Today’s Wall Street Journal has a column that questions the value of group brainstorming for generating new ideas. Andy Hargadon and I spent several years studying this topic, which included an 18 month ethnography of the role of brainstorming at IDEO. The upshot is that it is an idiotic debate and that much of the "research" that is cited by Paul Paulus is rigorous but irrelevant. A few key points about most brainstorming research by academics:
1. Brainstorming performance is defined only as the efficiency of idea generation — the number of ideas generated per person in say a 15 minute session. It does not measure idea quality, commitment to the ideas, whether people learned things from listening to others ideas, subsequent success and so on. It also doesn’t measure whether different people’s ideas are built on or recombined because that is impossible in an individual brainstorm. The main finding is true — but completely trivial — individuals can speak more ideas into a microphone when they are working alone because they don’t have to wait their turn to talk (and do that awful thing of listening to others ideas!).

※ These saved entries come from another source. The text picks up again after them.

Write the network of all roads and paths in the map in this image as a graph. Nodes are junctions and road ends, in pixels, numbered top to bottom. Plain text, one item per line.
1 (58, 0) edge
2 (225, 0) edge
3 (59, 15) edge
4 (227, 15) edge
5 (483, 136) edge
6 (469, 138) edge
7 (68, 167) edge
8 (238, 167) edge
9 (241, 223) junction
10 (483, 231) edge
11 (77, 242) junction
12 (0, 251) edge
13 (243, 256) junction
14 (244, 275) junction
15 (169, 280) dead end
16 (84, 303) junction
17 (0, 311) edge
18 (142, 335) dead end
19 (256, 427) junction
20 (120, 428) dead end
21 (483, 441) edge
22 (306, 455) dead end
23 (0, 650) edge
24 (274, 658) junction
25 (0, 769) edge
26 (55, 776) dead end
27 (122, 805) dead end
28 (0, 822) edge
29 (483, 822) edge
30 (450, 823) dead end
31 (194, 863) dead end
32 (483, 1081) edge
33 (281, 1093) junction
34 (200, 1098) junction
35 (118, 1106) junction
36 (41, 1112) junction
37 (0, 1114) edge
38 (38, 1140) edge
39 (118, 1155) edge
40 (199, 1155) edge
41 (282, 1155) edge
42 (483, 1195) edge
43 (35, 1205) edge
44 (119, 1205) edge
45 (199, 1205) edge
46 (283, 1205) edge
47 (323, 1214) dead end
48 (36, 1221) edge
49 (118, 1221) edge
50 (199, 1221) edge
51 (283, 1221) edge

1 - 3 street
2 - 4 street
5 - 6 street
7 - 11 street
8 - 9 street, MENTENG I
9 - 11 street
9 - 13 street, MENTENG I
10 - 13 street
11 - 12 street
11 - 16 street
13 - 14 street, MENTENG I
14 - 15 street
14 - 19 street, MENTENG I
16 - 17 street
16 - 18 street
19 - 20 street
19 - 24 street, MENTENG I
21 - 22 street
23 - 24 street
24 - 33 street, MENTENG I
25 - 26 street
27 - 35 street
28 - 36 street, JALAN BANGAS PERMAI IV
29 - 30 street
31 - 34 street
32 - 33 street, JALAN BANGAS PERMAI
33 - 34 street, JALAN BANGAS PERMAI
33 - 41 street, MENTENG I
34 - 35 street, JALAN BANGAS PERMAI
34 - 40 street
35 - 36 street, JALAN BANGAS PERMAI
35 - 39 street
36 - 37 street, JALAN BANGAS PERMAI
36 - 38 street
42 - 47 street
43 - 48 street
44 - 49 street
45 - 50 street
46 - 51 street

2. The people in these experiments — nearly all undergraduates — have no past experience doing or leading brainstorms (In fact, in the one experiment that I know of where people were led by trained facilitators, the so-called disadvantages of group brainstorming went away).
3. Not one one of these experimental studies on "brainstorming performance" has ever been done in an organization where it is work practice that is used as a routine part of the work. Paulus wrote me some years back that he tried to recruit some "real" organizations that did real creative work, but had no luck. To put it another way, if these were studies of sexual performance, it would be like drawing inferences about what happens with experienced couples on the basis of research done only with virgins during the first time they had sex.

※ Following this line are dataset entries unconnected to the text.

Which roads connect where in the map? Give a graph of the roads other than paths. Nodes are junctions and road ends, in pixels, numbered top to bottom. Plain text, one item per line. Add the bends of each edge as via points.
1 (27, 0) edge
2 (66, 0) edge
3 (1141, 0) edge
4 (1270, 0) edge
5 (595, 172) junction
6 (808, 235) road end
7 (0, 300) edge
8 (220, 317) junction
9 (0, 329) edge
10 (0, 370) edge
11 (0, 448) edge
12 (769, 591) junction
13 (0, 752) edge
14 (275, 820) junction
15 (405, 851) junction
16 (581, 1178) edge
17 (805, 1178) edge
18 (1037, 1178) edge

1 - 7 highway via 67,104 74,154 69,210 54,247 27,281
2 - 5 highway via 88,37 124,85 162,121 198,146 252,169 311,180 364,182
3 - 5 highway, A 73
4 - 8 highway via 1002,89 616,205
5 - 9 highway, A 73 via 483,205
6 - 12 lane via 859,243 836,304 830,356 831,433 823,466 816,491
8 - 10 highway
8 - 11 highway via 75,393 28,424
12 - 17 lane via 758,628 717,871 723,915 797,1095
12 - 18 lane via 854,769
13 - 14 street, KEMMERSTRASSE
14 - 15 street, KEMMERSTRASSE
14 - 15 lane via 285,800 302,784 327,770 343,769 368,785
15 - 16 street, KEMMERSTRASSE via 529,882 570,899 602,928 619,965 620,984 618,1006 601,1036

More generally, the question of whether "individual" or "group" brainstorming is "better" for creative work is, for starters, sort of like asking "what is more important, my brain or my heart?" You need group brainstorming just to get the diverse ideas out on the table, to create a setting where people can build one each others ideas, and so that people can express public commitment to developing them. And you need time alone to reflect and think about what ideas you will bring to a brainstormer and what to do with the ideas after the brainstormer. In fact, in his classic, Applied Imagination, Alex Osborne was very careful to say that creativity depended on alternating between group and individual ideation. And in fact, Paulus own research is starting to show this as well.
Also, the fact is that people in creative workplaces already know this, they always do both, and usually spend more time generating ideas alone than in groups — our surveys at IDEO showed that, as skilled as they are at brainstorming, few designers spent more than 5 to 10 percent of their work week in brainstorming sessions. It is just one part of the "mix" of creative work, so examining brainstorming without looking at it in the larger context where it is done — in an an organization, by experts, and woven together with other work practices — is useless.

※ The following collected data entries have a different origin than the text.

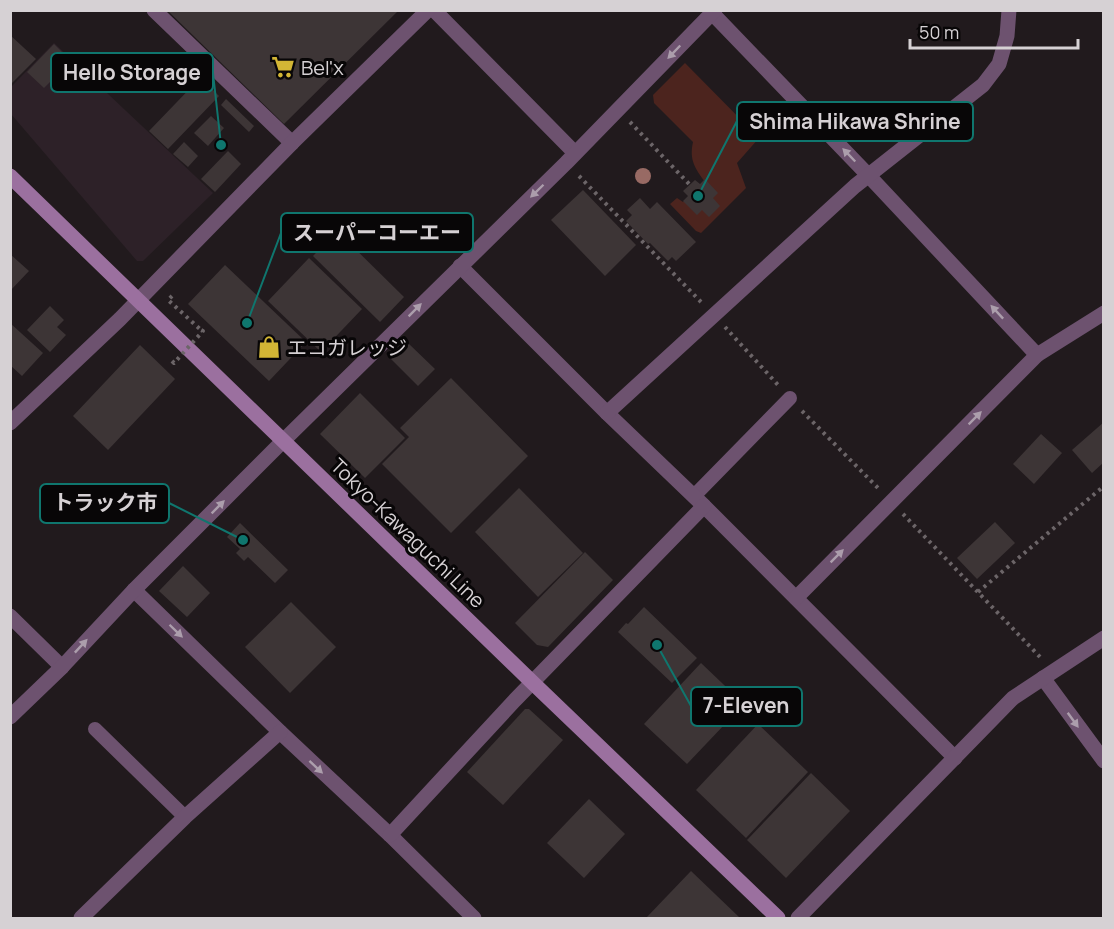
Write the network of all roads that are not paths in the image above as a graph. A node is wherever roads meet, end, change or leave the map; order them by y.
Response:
1 (154, 10) edge
2 (428, 10) edge
3 (435, 10) edge
4 (1009, 10) edge
5 (713, 12) edge
6 (292, 142) junction
7 (571, 158) junction
8 (869, 176) junction
9 (10, 177) edge
10 (460, 266) junction
11 (139, 300) junction
12 (1104, 313) edge
13 (1037, 355) junction
14 (789, 398) dead end
15 (607, 413) junction
16 (10, 423) edge
17 (283, 441) junction
18 (699, 501) junction
19 (134, 590) junction
20 (796, 598) junction
21 (10, 616) edge
22 (1104, 638) edge
23 (62, 667) junction
24 (1049, 675) junction
25 (533, 683) junction
26 (10, 717) edge
27 (95, 729) dead end
28 (280, 732) junction
29 (954, 759) junction
30 (1104, 761) edge
31 (185, 818) junction
32 (390, 835) junction
33 (469, 917) edge
34 (81, 918) edge
35 (778, 918) edge
36 (798, 918) edge

1 - 6 street
2 - 6 street
3 - 7 street
4 - 8 street
5 -> 7 street
8 -> 5 street
6 - 11 street
7 -> 10 street
13 -> 8 street
8 - 15 street
9 - 11 main road, Tokyo-Kawaguchi Line
10 - 15 street
17 -> 10 street
11 - 16 street
11 - 17 main road, Tokyo-Kawaguchi Line
12 - 13 street
20 -> 13 street
14 - 18 lane
15 - 18 street
19 -> 17 street
17 - 25 main road, Tokyo-Kawaguchi Line
18 - 20 street
18 - 25 street
23 -> 19 street
19 -> 28 street
20 - 29 street
21 - 23 street
22 - 24 street
23 - 26 street
24 - 29 street
24 -> 30 street
25 - 32 street
25 - 35 main road, Tokyo-Kawaguchi Line
27 - 31 lane
28 - 31 street
28 -> 32 street
29 - 36 street
31 - 34 street
32 - 33 street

The WSJ article also quotes people in "real jobs" who talk about the notion that they’ve never had an idea in a meeting and that meetings stifle their creativity. No doubt that happens to some people, but it is less likely to happen when people are experienced at brainstorming, led by an experienced facilitator, and don’t work in a place where people work in fear. One of the critics of group brainstorming had worked at GE — an organization that fired (or "moved-out") the bottom 10% of its employees for years — I’d feel uncomfortable saying something that sounds dumb in that setting too because, after all, it might cost me my job.